Using the example of facial recognition, the metric will be unfair if it is more likely to embed individuals with darker-skinned faces closer to each other even if they are not related or the same person. The gap is not similar when it was dealing with people with lighter-skinned faces.
“This is quite scary because it is a very common practice for companies to release these embedding models and then people fine tune them for some downstream classification task,” Dullerud says. He emphasizes that even if a user retrains the model on a balanced dataset, there are still performance gaps of at least 20%.
Another MIT study found recently that the explanation methods in machine-learning models can be less accurate and carry on with similar biases that human decision-makers tend to accumulate over a period of time.
They found many ML models, used in safety-critical settings like healthcare, college admissions, and justice system, have shown that human decisions can become more accurate when assisted by such models.
But these two major MIT studies have questioned the use of explanation methods and whether to trust machine-learning model predictions for accuracy, especially for disadvantaged subgroups.
When MIT researchers took a hard look at the fairness of some widely used explanation methods, they found that the approximation quality can vary dramatically between subgroups and that the quality is often significantly lower for minoritized subgroups.
It means that if the approximation quality is lower for female applicants, the model’s predictions could lead a law college admissions officer to wrongly reject more women than men.
Once the MIT researchers saw how pervasive these fairness gaps are, they tried several techniques to level the playing field. They were able to shrink some gaps, but couldn’t eradicate them.
“What this means in the real-world is that people might incorrectly trust predictions more for some subgroups than for others,” says lead author of the study, [https://arxiv.org/pdf/2205.03295.pdf] Aparna Balagopalan, a graduate student in the Healthy ML group of the MIT Computer Science and Artificial Intelligence Laboratory (CSAIL).
“So, improving explanation models is important, but communicating the details of these models to end users is equally important,” she says. “These gaps exist, so users may want to adjust their expectations as to what they are getting when they use these explanations,”
But the researchers found clear fidelity gaps for all datasets and explanation models. The fidelity for disadvantaged groups was often much lower, up to 21% in some instances.
The law school dataset had a fidelity gap of 7% between race subgroups. If there are 10,000 applicants from these subgroups in the dataset, for example, a significant portion could be wrongly rejected, Balagopalan explains.
Co-author of the study Marzyeh Ghassemi, an assistant professor and head of the Healthy ML Group emphasized the anomaly saying, “I was surprised by how pervasive these fidelity gaps are in all the datasets we evaluated.”
“It is hard to overemphasize how commonly explanations are used as a ‘fix’ for black-box machine-learning models. In this paper, we are showing that the explanation methods themselves are imperfect approximations that may be worse for some subgroups.”
Read: Biases in Machine Learning (June 26, 2020)
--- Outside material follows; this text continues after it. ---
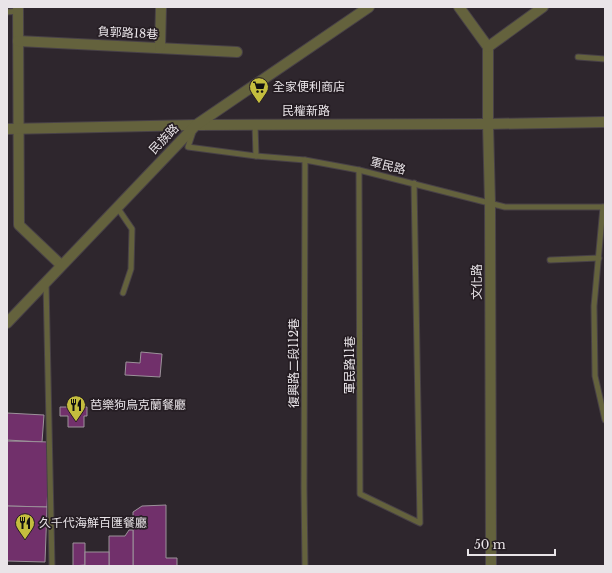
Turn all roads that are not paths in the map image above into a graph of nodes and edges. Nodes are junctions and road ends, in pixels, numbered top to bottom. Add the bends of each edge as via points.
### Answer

After identifying fidelity gaps, the researchers trained the explanation models to identify regions of a dataset that could be prone to low fidelity. The re-training strategies did reduce some fidelity gaps but they didn’t eliminate them entirely, found the researchers.
When they further probed, they found to their surprise that an explanation model might indirectly use protected group information, like sex or race, that it could learn from the dataset, even if group labels are hidden.
As more such studies are coming into light, Balagopalan has some words of warning for machine-learning users. “Choose the explanation model carefully. But even more importantly, think carefully about the goals of using an explanation model and who it eventually affects,” she says.